It was that first step, the very moment my right foot hit the floor that I knew, just knew, deep down, that I had fucked up. A flash of adrenaline crackled it’s way up my leg and I felt my calves burning. It was as if that single step had taken me way further than the last 10 miles, hell, further than the last 10 years, a disorienting feeling like plunging into tacky water or wading into a stream when nothing was there. Thinking back I wonder now if this is the feeling a fly might get when stepping onto a spiders web the only time I felt anything similar was entering the museum gates of the Auschwitz camp during my German exchange trip. You just knew that this place should never have existed and things that happened there had stained the land forever. 

My next steps felt a little awkward and sore, I mean I had been walking for a few hours by now. The break-in my rhythm had thrown me for a loop and for a few disorienting moments I wondered if I was even facing the right direction, but for some reason, I just knew which way was deeper not due to my “Stunning sense of direction” or natural “Canny senses” (sarcasm intentional). No. there was a feeling of pressure, like something flowing against me from up ahead. It was as easy to tell what way was forward on that path as it is to tell which way the flood is flowing downhill. 

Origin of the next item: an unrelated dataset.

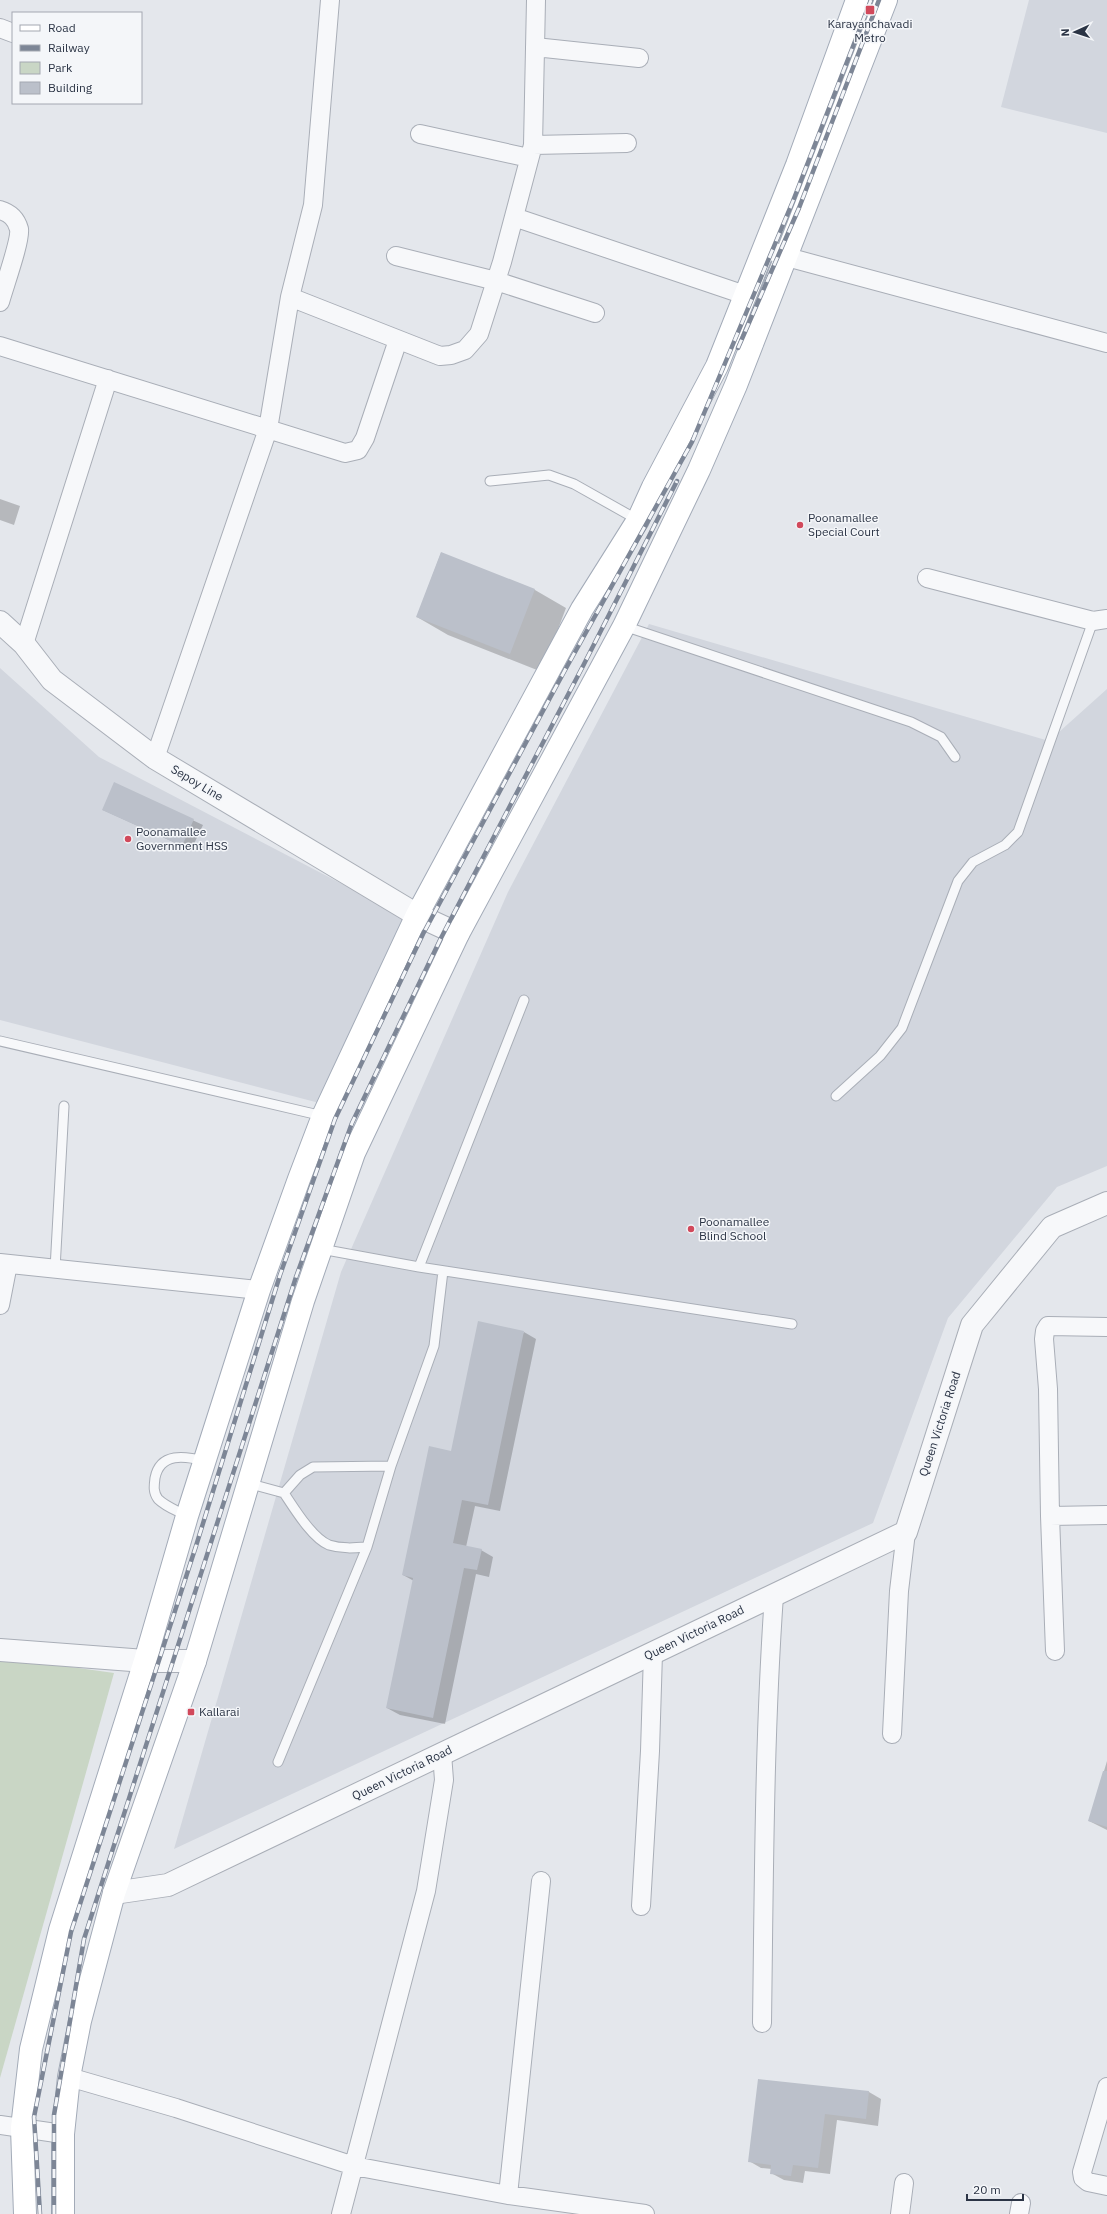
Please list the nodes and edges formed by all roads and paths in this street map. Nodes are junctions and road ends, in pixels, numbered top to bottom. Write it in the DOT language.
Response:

When I continued my march, it was part obstinate rational thinking but mostly pure bravado, but each step reduced my stress a little, each one a decision made. “This is England for fuck’s sake,” I remember thinking “the scariest wild animal here is an angry badger, there’s nothing to be afraid of.” I was just in the process of finally shaking off the notion of things lurking in the shadows when I heard the branch snap. 

The creaking strain followed by the crack of aged wood sounded off like a gunshot. For a moment all I could hear was a buzzing in my ears punctuated by the pounding sound of my heart. My mouth suddenly tasted of battery acid and what felt like a belt constricted around my chest. I realised I’d stopped all motion, frozen midstride.  

My head snapped to follow the sound so fast it’s like it was on loaded springs. I swear I heard my neck crunch. It was all I could do to stop from screaming. The world had changed in a single heartbeat and suddenly I wanted nothing more than to be somewhere else, anywhere else. My eyes darted back and forth and all I saw were trees and swaying shadows. Every black space suddenly seemed to hold the promise of violence, every rustle of wind through the trees jerked my eyes to movement. 

Now I’ve read once or twice that you can know if someone is watching you. That the feeling of being stared at is so clear that it leaves no doubt in your lizard brain. Perhaps you’ve had the same moment, you suddenly looked up for no reason to see someone staring back at you from a 2nd storey window. Well, fuck all those things, and fuck your eyes meeting a stranger’s in the street. Notch the tension up to eleven and imagine the feeling of knowing, just knowing without a doubt in your mind that there is something there, right there, behind you. And every muscle and fibre in your body has tensed like a steel cable, abso-fucking-lutely assuring you, that you are now. Something’s. Prey. 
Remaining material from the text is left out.